I have changed much of my teaching in the last year. One big change has been the way I approach teaching problem solving, and it has to do with a larger shift in my thinking about the difference between means and ends in education.
Here are some fun problems:
#1: You have two strings that take an hour to burn from end to end, although they do not burn at constant rates (maybe the first half of a string burns in 5 minutes, and the second half burns in 55).You also have a lighter and a pair of scissors. How can you time 15 minutes?
#2: 100 prisoners are slated for execution. They will be lined up, and each prisoner given either a blue or a red hat. He can’t see his own hat, but he can see the hat of every man in front of him. Starting at the back of the line, the executioner will ask each prisoner what color his hat is. If he is right, he is spared. The men can make a plan together before the execution. How many men can be saved?
I’ve enjoyed working on both of these problems. I would argue that someone who possesses strong problem solving skills is likely to do well with these problems, and that those skills are an important goal of math education.
But these problems are the ends of a math education. In the past, I have “taught problem solving” by giving students problems like these and letting them struggle. But I think I was confusing means and ends — while these problems, and problems like them, are useful to gauge problem solving skills, I don’t think giving them to students is a particularly effective way to teach problem solving. I was confusing the ends of a quality math education with the means of getting there.

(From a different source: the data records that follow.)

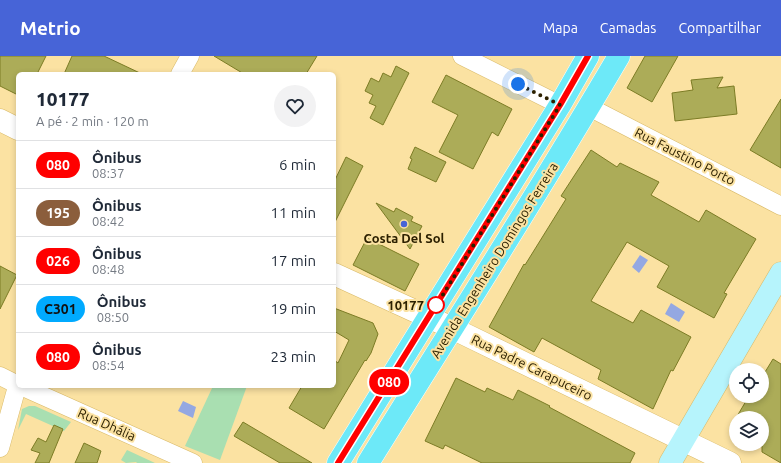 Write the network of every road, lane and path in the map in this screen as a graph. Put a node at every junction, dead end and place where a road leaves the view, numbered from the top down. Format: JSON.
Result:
{"nodes":[{"id":1,"x":190,"y":56,"type":"edge"},
{"id":2,"x":462,"y":56,"type":"edge"},
{"id":3,"x":588,"y":56,"type":"edge"},
{"id":4,"x":619,"y":56,"type":"edge"},
{"id":5,"x":181,"y":72,"type":"edge"},
{"id":6,"x":560,"y":105,"type":"junction"},
{"id":7,"x":589,"y":107,"type":"junction"},
{"id":8,"x":0,"y":120,"type":"edge"},
{"id":9,"x":16,"y":128,"type":"edge"},
{"id":10,"x":781,"y":206,"type":"edge"},
{"id":11,"x":781,"y":273,"type":"edge"},
{"id":12,"x":336,"y":275,"type":"edge"},
{"id":13,"x":430,"y":317,"type":"junction"},
{"id":14,"x":452,"y":328,"type":"junction"},
{"id":15,"x":0,"y":376,"type":"edge"},
{"id":16,"x":16,"y":384,"type":"edge"},
{"id":17,"x":18,"y":388,"type":"edge"},
{"id":18,"x":26,"y":388,"type":"edge"},
{"id":19,"x":683,"y":441,"type":"junction"},
{"id":20,"x":0,"y":448,"type":"edge"},
{"id":21,"x":193,"y":463,"type":"edge"},
{"id":22,"x":338,"y":463,"type":"edge"},
{"id":23,"x":368,"y":463,"type":"edge"},
{"id":24,"x":670,"y":463,"type":"edge"},
{"id":25,"x":730,"y":463,"type":"edge"}],
"edges":[{"from":1,"to":5,"type":"street"},
{"from":2,"to":6,"type":"street"},
{"from":3,"to":6,"type":"main road","name":"Avenida Engenheiro Domingos Ferreira"},
{"from":4,"to":7,"type":"main road","name":"Avenida Engenheiro Domingos Ferreira"},
{"from":6,"to":13,"type":"main road","name":"Avenida Engenheiro Domingos Ferreira"},
{"from":7,"to":10,"type":"street","name":"Rua Faustino Porto"},
{"from":7,"to":14,"type":"main road","name":"Avenida Engenheiro Domingos Ferreira"},
{"from":8,"to":9,"type":"street"},
{"from":11,"to":19,"type":"main road"},
{"from":12,"to":13,"type":"street","name":"Rua Padre Carapuceiro"},
{"from":13,"to":14,"type":"street","name":"Rua Padre Carapuceiro"},
{"from":13,"to":22,"type":"main road","name":"Avenida Engenheiro Domingos Ferreira"},
{"from":14,"to":19,"type":"street","name":"Rua Padre Carapuceiro"},
{"from":14,"to":23,"type":"main road","name":"Avenida Engenheiro Domingos Ferreira"},
{"from":15,"to":16,"type":"street","name":"Rua Dhália"},
{"from":17,"to":20,"type":"street"},
{"from":18,"to":21,"type":"street","name":"Rua Dhália"},
{"from":19,"to":24,"type":"main road"},
{"from":19,"to":25,"type":"street","name":"Rua Padre Carapuceiro"}]} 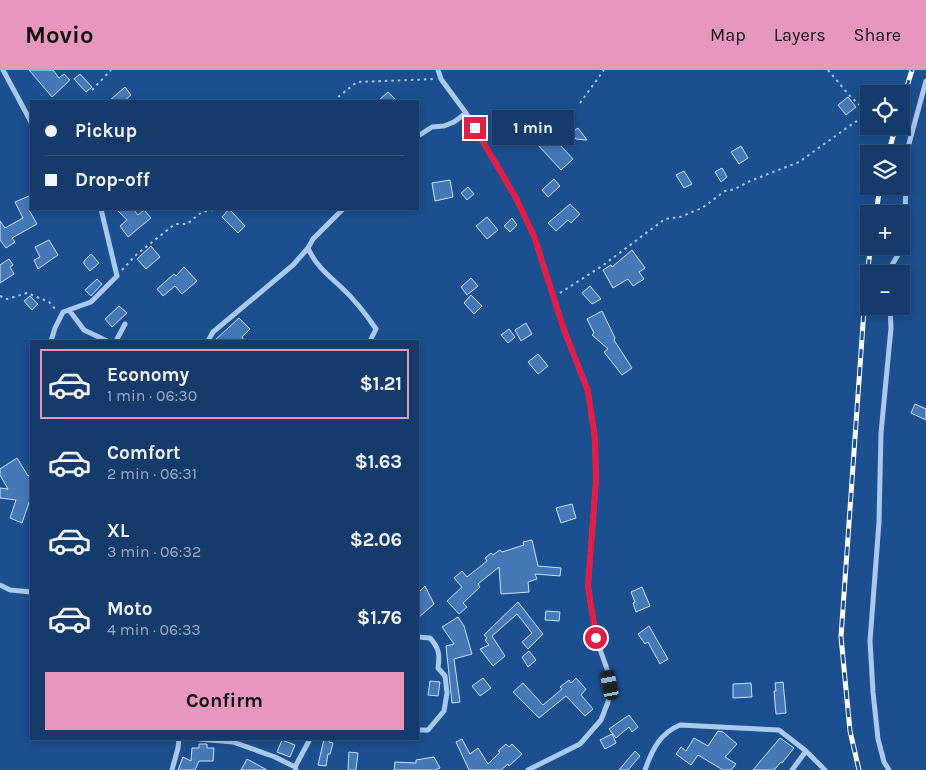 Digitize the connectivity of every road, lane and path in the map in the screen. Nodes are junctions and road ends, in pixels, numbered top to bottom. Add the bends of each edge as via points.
1 (3, 70) edge
2 (111, 70) edge
3 (438, 70) edge
4 (604, 70) edge
5 (828, 70) edge
6 (441, 79) junction
7 (926, 81) edge
8 (92, 90) dead end
9 (334, 100) edge
10 (580, 103) dead end
11 (860, 106) edge
12 (466, 113) junction
13 (30, 120) edge
14 (860, 120) edge
15 (419, 135) edge
16 (101, 210) edge
17 (214, 210) edge
18 (342, 210) edge
19 (308, 248) junction
20 (892, 265) edge
21 (118, 276) junction
22 (0, 296) edge
23 (554, 297) junction
24 (69, 310) junction
25 (890, 315) edge
26 (61, 316) junction
27 (124, 324) dead end
28 (51, 340) edge
29 (105, 340) edge
30 (116, 340) edge
31 (209, 340) edge
32 (370, 340) edge
33 (0, 585) edge
34 (30, 592) edge
35 (419, 637) edge
36 (419, 730) edge
37 (179, 740) edge
38 (210, 740) edge
39 (309, 740) edge
40 (806, 751) junction
41 (295, 768) edge
42 (172, 770) edge
43 (528, 770) edge
44 (645, 770) edge
45 (792, 770) edge
46 (825, 770) edge
47 (889, 770) edge

1 - 13 street
2 - 8 path
3 - 6 street
4 - 10 path
5 - 11 path
6 - 9 path via 357,82
6 - 12 street
7 - 20 street via 907,151 907,234
12 - 15 street via 454,122 432,127
12 - 23 street via 516,198 534,236
14 - 23 path via 799,162 725,191 702,208 665,219
16 - 21 street
17 - 21 path via 202,212 187,224 168,228 136,255
18 - 19 street
19 - 31 street via 293,265 213,332
19 - 32 street via 323,272 363,309 376,329
21 - 24 street via 91,302
22 - 26 path via 8,298 27,292 48,302
23 - 43 street via 588,391 595,439 596,480 588,586 596,638 610,685 601,720 580,744
24 - 26 street
24 - 29 street via 84,330
25 - 47 street via 870,641 878,739
26 - 28 street
27 - 30 street
33 - 34 street via 10,590
35 - 36 street via 430,638 438,647 438,668 445,676 447,693 444,710 428,730
37 - 42 street
38 - 41 street via 233,742 276,757
39 - 41 street
40 - 44 street via 779,730 680,725 663,735
40 - 45 street
40 - 46 street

One approach to lesson planning floated at my school this year that has caught on with several teachers is the idea that, in each lesson, students should read, write, speak, reflect, and move. This strikes me as a useful goal, but is not an end in and of itself. The end is student learning and engagement. This approach is one means of getting there — but it isn’t the only one, and it is far from perfect. When I teach Des-Man, one of my favorite lessons, students are typically sitting, working, largely silently, for a long period of time. And it is one of the most engaging and, I think, one of the most successful lessons I teach. To read, write, speak, reflect, and move in a lesson is a useful means to move more consistently toward high student engagement, but it is not an end in and of itself.
I’ve had a similar thought about number talks recently. I don’t use number talks as often as I did when I taught middle school, but in looking back on those lessons, I think my number talks may have focused more on trying to get kids to produce expert mathematical thinking — focusing on the ends — rather than thinking about the means of building that thinking component by component. Putting kids in a situation where they might excel if they have the knowledge, no matter how clear and valuable my vision, is not a substitute for thinking carefully about the means of getting there.

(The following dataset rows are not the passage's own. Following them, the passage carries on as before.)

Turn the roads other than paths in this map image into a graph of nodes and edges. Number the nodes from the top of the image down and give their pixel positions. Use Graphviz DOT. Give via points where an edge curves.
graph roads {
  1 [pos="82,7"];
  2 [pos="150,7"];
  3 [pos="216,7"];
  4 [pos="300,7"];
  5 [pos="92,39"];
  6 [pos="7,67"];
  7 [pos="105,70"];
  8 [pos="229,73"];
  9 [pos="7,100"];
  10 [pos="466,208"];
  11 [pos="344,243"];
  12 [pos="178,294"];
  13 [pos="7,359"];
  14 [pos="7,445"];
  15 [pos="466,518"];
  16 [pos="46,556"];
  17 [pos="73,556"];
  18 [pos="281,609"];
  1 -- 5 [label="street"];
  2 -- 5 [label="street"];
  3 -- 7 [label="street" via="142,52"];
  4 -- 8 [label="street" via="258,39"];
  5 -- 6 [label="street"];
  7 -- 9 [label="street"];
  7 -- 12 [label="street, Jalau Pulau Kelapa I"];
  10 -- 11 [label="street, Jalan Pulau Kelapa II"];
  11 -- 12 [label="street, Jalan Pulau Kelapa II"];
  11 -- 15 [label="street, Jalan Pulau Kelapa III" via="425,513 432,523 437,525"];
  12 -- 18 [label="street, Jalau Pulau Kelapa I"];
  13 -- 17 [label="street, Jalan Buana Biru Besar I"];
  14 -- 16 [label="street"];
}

Vertical Non-Permanent Surfaces
Vertical non-permanent surfaces are one of my favorite tools I’ve learned about in the last few years, but putting students in front of a VNPS with an Expo marker does not create learning. The purpose of a vertical non-permanent surface is to increase knowledge mobility throughout the room and decrease barriers to trying new ideas and making mistakes. If they aren’t serving those functions, then I’m focusing on the means at the expense of the ends, and shorting my students.
Means & Ends
I could give many more examples. I’m writing this post as a reminder to myself that the goals of my class are for students to learn math, to be able to transfer some of that knowledge outside of the math classroom, and to enjoy the whole process. Those are the ends, and there are lots of little pieces that bring my students in that direction. It’s easy to get caught up in cool-sounding trends and new clever ways of doing things that distract from my larger goals. It’s also easy to just focus on where I want students to end up without thinking critically about the little steps along the way that they need to get there. I hope this perspective questioning my view of means and ends can help me look at my pedagogical decisions more critically, and teach a little better for my students.